Dataset excerpts START
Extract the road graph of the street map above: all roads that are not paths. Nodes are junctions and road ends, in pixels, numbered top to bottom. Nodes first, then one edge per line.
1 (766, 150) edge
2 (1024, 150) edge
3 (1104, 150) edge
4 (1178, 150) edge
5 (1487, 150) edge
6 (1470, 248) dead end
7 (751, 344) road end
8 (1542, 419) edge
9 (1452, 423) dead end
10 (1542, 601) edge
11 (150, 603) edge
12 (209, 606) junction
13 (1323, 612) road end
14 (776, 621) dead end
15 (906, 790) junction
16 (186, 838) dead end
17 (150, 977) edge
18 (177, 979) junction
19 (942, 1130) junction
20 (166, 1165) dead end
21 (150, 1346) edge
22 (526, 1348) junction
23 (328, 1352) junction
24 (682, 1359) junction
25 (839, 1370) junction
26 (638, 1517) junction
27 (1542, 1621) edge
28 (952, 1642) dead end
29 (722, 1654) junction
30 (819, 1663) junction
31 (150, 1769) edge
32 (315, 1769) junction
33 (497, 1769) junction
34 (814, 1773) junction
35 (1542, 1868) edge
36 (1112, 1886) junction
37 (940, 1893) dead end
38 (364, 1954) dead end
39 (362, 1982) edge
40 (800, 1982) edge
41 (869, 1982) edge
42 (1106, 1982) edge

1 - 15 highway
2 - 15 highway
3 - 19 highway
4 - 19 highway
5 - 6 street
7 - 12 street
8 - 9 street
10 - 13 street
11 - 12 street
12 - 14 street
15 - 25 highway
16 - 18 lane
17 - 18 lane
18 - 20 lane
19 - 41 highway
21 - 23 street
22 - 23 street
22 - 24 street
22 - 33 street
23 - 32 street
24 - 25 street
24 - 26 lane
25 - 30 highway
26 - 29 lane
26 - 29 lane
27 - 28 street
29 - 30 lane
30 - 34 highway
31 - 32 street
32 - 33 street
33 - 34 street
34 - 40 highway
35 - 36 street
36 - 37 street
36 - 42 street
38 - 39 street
Dataset excerpts END
Aim of the exercise. Copy out all of the lines above exactly.

Output for this exercise.
Extract the road graph of the street map above: all roads that are not paths. Nodes are junctions and road ends, in pixels, numbered top to bottom. Nodes first, then one edge per line.
1 (766, 150) edge
2 (1024, 150) edge
3 (1104, 150) edge
4 (1178, 150) edge
5 (1487, 150) edge
6 (1470, 248) dead end
7 (751, 344) road end
8 (1542, 419) edge
9 (1452, 423) dead end
10 (1542, 601) edge
11 (150, 603) edge
12 (209, 606) junction
13 (1323, 612) road end
14 (776, 621) dead end
15 (906, 790) junction
16 (186, 838) dead end
17 (150, 977) edge
18 (177, 979) junction
19 (942, 1130) junction
20 (166, 1165) dead end
21 (150, 1346) edge
22 (526, 1348) junction
23 (328, 1352) junction
24 (682, 1359) junction
25 (839, 1370) junction
26 (638, 1517) junction
27 (1542, 1621) edge
28 (952, 1642) dead end
29 (722, 1654) junction
30 (819, 1663) junction
31 (150, 1769) edge
32 (315, 1769) junction
33 (497, 1769) junction
34 (814, 1773) junction
35 (1542, 1868) edge
36 (1112, 1886) junction
37 (940, 1893) dead end
38 (364, 1954) dead end
39 (362, 1982) edge
40 (800, 1982) edge
41 (869, 1982) edge
42 (1106, 1982) edge

1 - 15 highway
2 - 15 highway
3 - 19 highway
4 - 19 highway
5 - 6 street
7 - 12 street
8 - 9 street
10 - 13 street
11 - 12 street
12 - 14 street
15 - 25 highway
16 - 18 lane
17 - 18 lane
18 - 20 lane
19 - 41 highway
21 - 23 street
22 - 23 street
22 - 24 street
22 - 33 street
23 - 32 street
24 - 25 street
24 - 26 lane
25 - 30 highway
26 - 29 lane
26 - 29 lane
27 - 28 street
29 - 30 lane
30 - 34 highway
31 - 32 street
32 - 33 street
33 - 34 street
34 - 40 highway
35 - 36 street
36 - 37 street
36 - 42 street
38 - 39 street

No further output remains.